Mas abrir as portas do realismo tem os seus custos. Após a sua publicação, Madame Bovary foi levado a tribunal sob a acusação de atentado ao pudor. O resultado final da obra, apesar de tudo, posiciona o autor como um dos fundadores da narrativa realista, e a sua influência hoje em dia é tão familiar que passa despercebida. Até aquele instante na história existia uma longa tradição literária que assumia as heroínas e os heróis como possuidores de uma beleza e virtuosidade absoluta, mas Madame Bovary carece das delimitações rígidas impostas pela moral e os costumes. O leitor julga que Emma é bela e assume naturalmente a sua virtude, mas ela recusa-se a ser virtuosa. Para ela, ser boa é pactuar com o seu destino pacato e entediante.

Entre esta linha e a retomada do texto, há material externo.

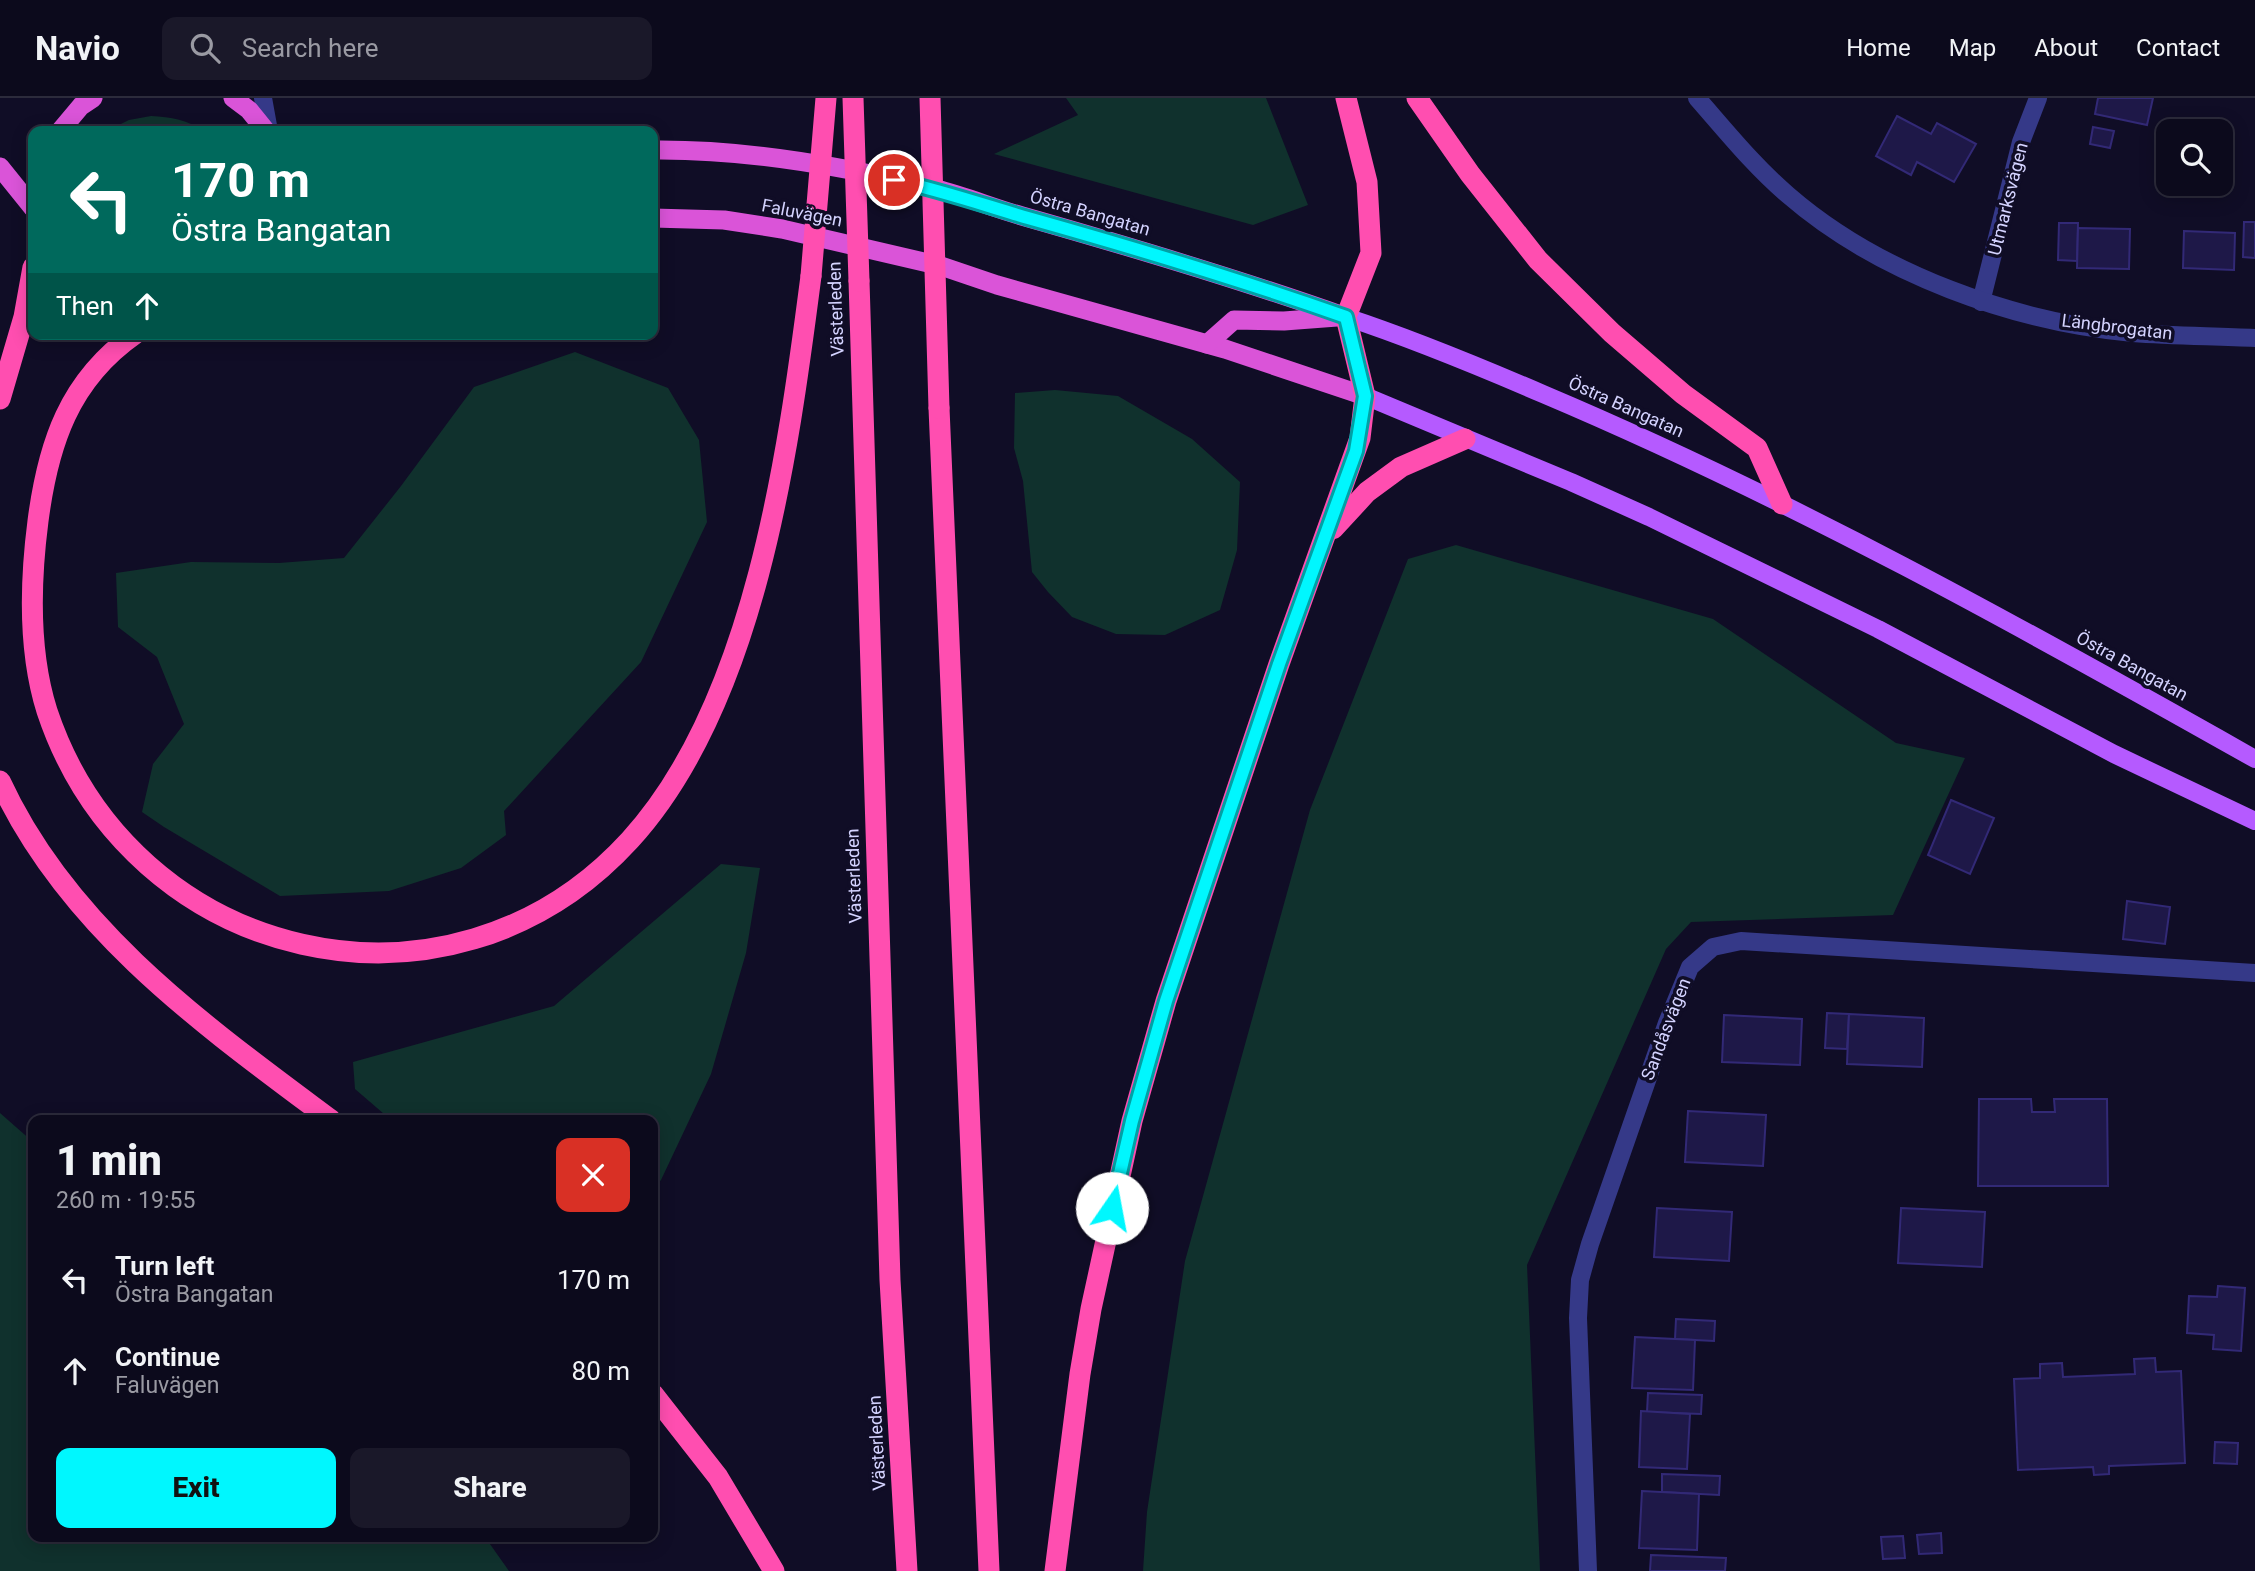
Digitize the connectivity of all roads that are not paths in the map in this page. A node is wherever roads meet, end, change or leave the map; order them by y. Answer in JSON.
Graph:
{"nodes":[{"id":1,"x":93,"y":98,"type":"edge"},
{"id":2,"x":233,"y":98,"type":"edge"},
{"id":3,"x":263,"y":98,"type":"edge"},
{"id":4,"x":826,"y":98,"type":"edge"},
{"id":5,"x":853,"y":98,"type":"edge"},
{"id":6,"x":930,"y":98,"type":"edge"},
{"id":7,"x":1346,"y":98,"type":"edge"},
{"id":8,"x":1417,"y":98,"type":"edge"},
{"id":9,"x":1697,"y":98,"type":"edge"},
{"id":10,"x":2038,"y":98,"type":"edge"},
{"id":11,"x":64,"y":126,"type":"edge"},
{"id":12,"x":263,"y":126,"type":"edge"},
{"id":13,"x":267,"y":126,"type":"edge"},
{"id":14,"x":658,"y":150,"type":"edge"},
{"id":15,"x":0,"y":167,"type":"edge"},
{"id":16,"x":936,"y":199,"type":"junction"},
{"id":17,"x":28,"y":202,"type":"edge"},
{"id":18,"x":658,"y":218,"type":"edge"},
{"id":19,"x":28,"y":295,"type":"edge"},
{"id":20,"x":1981,"y":302,"type":"junction"},
{"id":21,"x":1346,"y":317,"type":"junction"},
{"id":22,"x":2255,"y":338,"type":"edge"},
{"id":23,"x":127,"y":340,"type":"edge"},
{"id":24,"x":1208,"y":344,"type":"junction"},
{"id":25,"x":1365,"y":396,"type":"junction"},
{"id":26,"x":0,"y":398,"type":"edge"},
{"id":27,"x":1465,"y":439,"type":"junction"},
{"id":28,"x":1782,"y":504,"type":"junction"},
{"id":29,"x":1326,"y":536,"type":"junction"},
{"id":30,"x":2255,"y":759,"type":"edge"},
{"id":31,"x":0,"y":781,"type":"edge"},
{"id":32,"x":2255,"y":821,"type":"edge"},
{"id":33,"x":2255,"y":973,"type":"edge"},
{"id":34,"x":324,"y":1115,"type":"edge"},
{"id":35,"x":658,"y":1400,"type":"edge"},
{"id":36,"x":774,"y":1571,"type":"edge"},
{"id":37,"x":907,"y":1571,"type":"edge"},
{"id":38,"x":989,"y":1571,"type":"edge"},
{"id":39,"x":1055,"y":1571,"type":"edge"},
{"id":40,"x":1588,"y":1571,"type":"edge"}],
"edges":[{"from":1,"to":11,"type":"highway"},
{"from":2,"to":12,"type":"highway"},
{"from":3,"to":13,"type":"street"},
{"from":4,"to":23,"type":"highway","bridge":true},
{"from":5,"to":37,"type":"highway","name":"Västerleden","bridge":true},
{"from":6,"to":16,"type":"highway","bridge":true},
{"from":7,"to":21,"type":"highway"},
{"from":8,"to":28,"type":"highway"},
{"from":9,"to":20,"type":"street","name":"Längbrogatan"},
{"from":10,"to":20,"type":"street","name":"Utmarksvägen"},
{"from":14,"to":16,"type":"highway"},
{"from":15,"to":17,"type":"highway"},
{"from":16,"to":21,"type":"highway","name":"Östra Bangatan"},
{"from":16,"to":38,"type":"highway","bridge":true},
{"from":18,"to":24,"type":"highway","name":"Faluvägen"},
{"from":19,"to":26,"type":"highway"},
{"from":20,"to":22,"type":"street","name":"Längbrogatan"},
{"from":21,"to":24,"type":"highway"},
{"from":21,"to":25,"type":"highway"},
{"from":21,"to":28,"type":"main road","name":"Östra Bangatan"},
{"from":24,"to":25,"type":"highway"},
{"from":25,"to":27,"type":"main road"},
{"from":25,"to":29,"type":"highway"},
{"from":27,"to":29,"type":"highway"},
{"from":27,"to":32,"type":"main road"},
{"from":28,"to":30,"type":"main road","name":"Östra Bangatan"},
{"from":29,"to":39,"type":"highway"},
{"from":31,"to":34,"type":"highway"},
{"from":33,"to":40,"type":"street","name":"Sandåsvägen"},
{"from":35,"to":36,"type":"highway"}]}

Um detalhe que nos é dado a conhecer sobre Emma Bovary é que ela é uma má leitora. Durante a sua infância e juventude lê histórias sentimentais e românticas que a levam a julgar que todos os amores reais deverão possuir essa mesma fogosidade. Flaubert menciona isto subtilmente, enumerando os lugares-comuns românticos do agrado dela, e assim é criada a expectativa face aquilo que deverá ser o amor. O leitor sofre o mesmo choque que a personagem quando se depara com a realidade do casamento, a rotina, a monotonia da aldeia, a falta de diálogo no seu lar. “Emma ouvia, com uma espécie de aturdida atenção, soarem uma a uma as badaladas falsas do sino. Um gato nos telhados, caminhando lentamente, arqueava o dorso aos raios pálidos do sol. O vento, na estrada, soprava rajadas de poeira. Ao longe, às vezes, uivava um cão; e o sino, a intervalos iguais, continuava o badalar monótono que se perdia nos campos.” É fácil imaginar Emma desamparada frente a esse badalar monótono.

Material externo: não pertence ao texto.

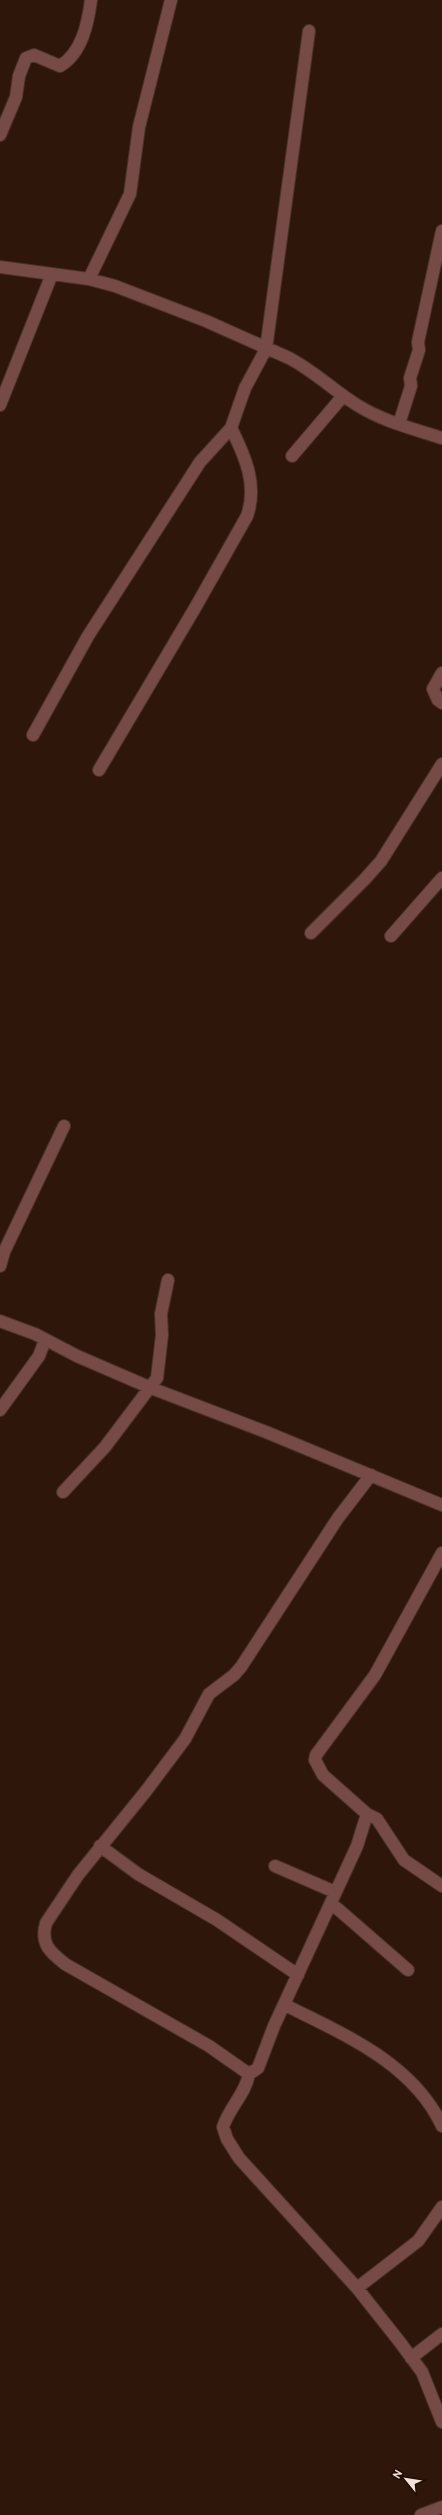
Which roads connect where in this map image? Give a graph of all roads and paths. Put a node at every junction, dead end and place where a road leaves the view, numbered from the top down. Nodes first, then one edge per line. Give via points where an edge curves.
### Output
1 (91, 0) edge
2 (170, 0) edge
3 (309, 31) dead end
4 (0, 134) edge
5 (442, 231) edge
6 (0, 267) edge
7 (52, 274) junction
8 (89, 279) junction
9 (266, 349) junction
10 (343, 396) junction
11 (0, 405) edge
12 (399, 424) junction
13 (231, 428) junction
14 (442, 438) edge
15 (292, 456) dead end
16 (442, 673) edge
17 (442, 704) edge
18 (34, 735) dead end
19 (442, 764) edge
20 (99, 770) dead end
21 (442, 878) edge
22 (311, 933) dead end
23 (391, 936) dead end
24 (64, 1126) dead end
25 (0, 1266) edge
26 (168, 1280) dead end
27 (0, 1321) edge
28 (45, 1340) junction
29 (151, 1388) junction
30 (0, 1410) edge
31 (371, 1474) junction
32 (63, 1492) dead end
33 (442, 1505) edge
34 (442, 1553) edge
35 (367, 1814) junction
36 (100, 1846) junction
37 (275, 1866) dead end
38 (442, 1886) edge
39 (333, 1897) junction
40 (408, 1970) dead end
41 (298, 1975) junction
42 (285, 2005) junction
43 (249, 2074) junction
44 (442, 2126) edge
45 (442, 2207) edge
46 (357, 2288) junction
47 (442, 2334) edge
48 (411, 2358) junction
49 (442, 2422) edge
50 (442, 2507) edge
51 (422, 2515) edge

1 - 4 street via 88,22 76,50 67,62 60,66 34,55 26,58 14,103
2 - 8 street via 139,127 130,194
3 - 9 street
5 - 12 street via 418,342 419,350 410,378 411,386
6 - 7 street
7 - 8 street
7 - 11 street
8 - 9 street via 142,295
9 - 10 street via 308,368
9 - 13 street via 245,388
10 - 12 street via 358,406
10 - 15 street
12 - 14 street
13 - 18 street via 200,462 88,636
13 - 20 street via 242,448 250,479 252,501 247,516
16 - 17 street via 433,689
19 - 22 street via 381,861
21 - 23 street
24 - 25 street via 4,1252
26 - 29 street via 161,1314 162,1335 157,1378
27 - 28 street
28 - 29 street
28 - 30 street via 39,1356
29 - 31 street
29 - 32 street via 105,1446
31 - 33 street
31 - 36 street via 338,1518 241,1667 209,1694 185,1739
34 - 35 street via 375,1675 316,1755 316,1765 324,1775
35 - 38 street via 377,1818 404,1860
35 - 39 street via 357,1846
36 - 41 street via 138,1874 217,1920
36 - 43 street via 46,1923 44,1939 47,1949 83,1976 209,2046
37 - 39 street
39 - 40 street
39 - 41 street
41 - 42 street
42 - 43 street via 258,2068
42 - 44 street via 362,2044 397,2070 419,2092
43 - 46 street via 247,2085 235,2101 225,2122 223,2128 227,2139 240,2158
45 - 46 street via 418,2242
46 - 48 street
47 - 48 street
48 - 49 street via 422,2372
50 - 51 street

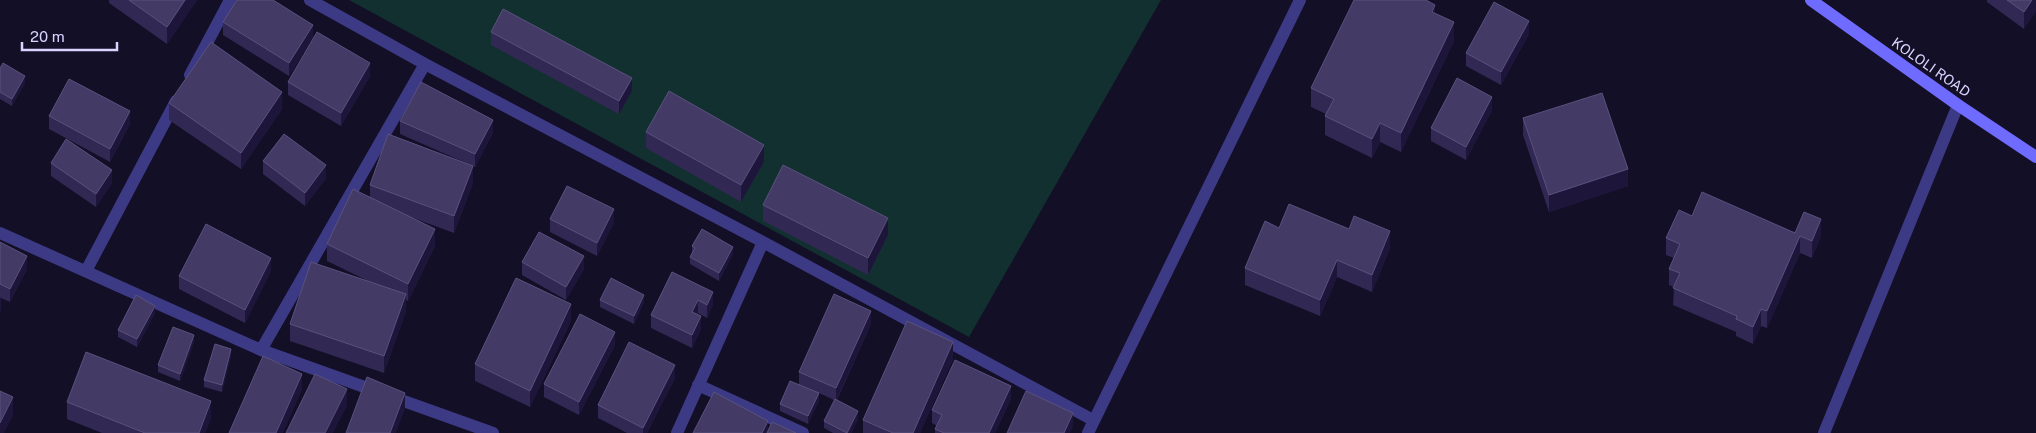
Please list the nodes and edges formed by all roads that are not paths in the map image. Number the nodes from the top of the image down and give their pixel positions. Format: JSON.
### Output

O realismo embebido em estilo de Flaubert descreve até a exaustão detalhes minuciosamente escolhidos, e é através desses detalhes que retiramos impressões das suas personagens. Mas o autor deixa em aberto como nos devemos sentir em relação a Emma. Os comportamentos dela ao longo do livro oscilam entre a virtude e a mesquinhez, e pela altura em que os casos se iniciam é natural que o leitor comece a abominá-la. As mentiras, o egoísmo melodramático, a falsa sofisticação, a raiva que sente por Charles, o seu pacato mas bem-intencionado marido e, talvez o traço mais aversivo para o leitor, a completa falta de instinto materno para com a sua filha Berthe. Flaubert leva-nos a execrar Emma, mas de algum modo ainda sentimos afeição pela personagem. A sua vulgaridade provincial e o filistinismo estão velados pelas diversas enumerações à sua graça e beleza, os seus atos de perspicácia e astúcia sinuosa. Na altura em que ela desiste e dá um passo fulcral em direção à absolvição, na altura que Emma Bovary decide envenenar-se, torna-se impossível não sentir compaixão pela personagem. Fugimos aos moralismos codificados e na tragédia o fracasso alheio empurra-nos a sentir autêntica empatia pela personagem.

O monástico trabalho do estilo levado a cabo por Flaubert encoraja-nos a julgá-la sem remorso, mas ficamos de seguida desamparados frente a alguém que sacrificou tudo por se recusar a viver a vida que lhe fora destinada. A última descrição de Emma é a derradeira prova de complacência para o leitor. Ela jaz prostrada, o seu olhar “a desaparecer numa palidez viscosa semelhante a um pano muito fino”, esmagada por “uma massa infinita, um peso enorme” que gravita sobre o seu corpo. É perante esta última imagem que retiramos a grande lição de Madame Bovary, aquela que questiona as limitações do conhecimento sobre nós próprios e acima de tudo sobre aqueles que nos rodeiam. Aquela que nos diz quão complicado é ser generoso para com a nossa desastrada natureza humana, numa sociedade tão aferrada aos costumes. O drama de Emma Bovary reside no abismo entre a ilusão e a realidade, na distância entre o desejo e a obediência. Em última análise, é inevitável não nos vermos refletidos nessa fatal encruzilhada.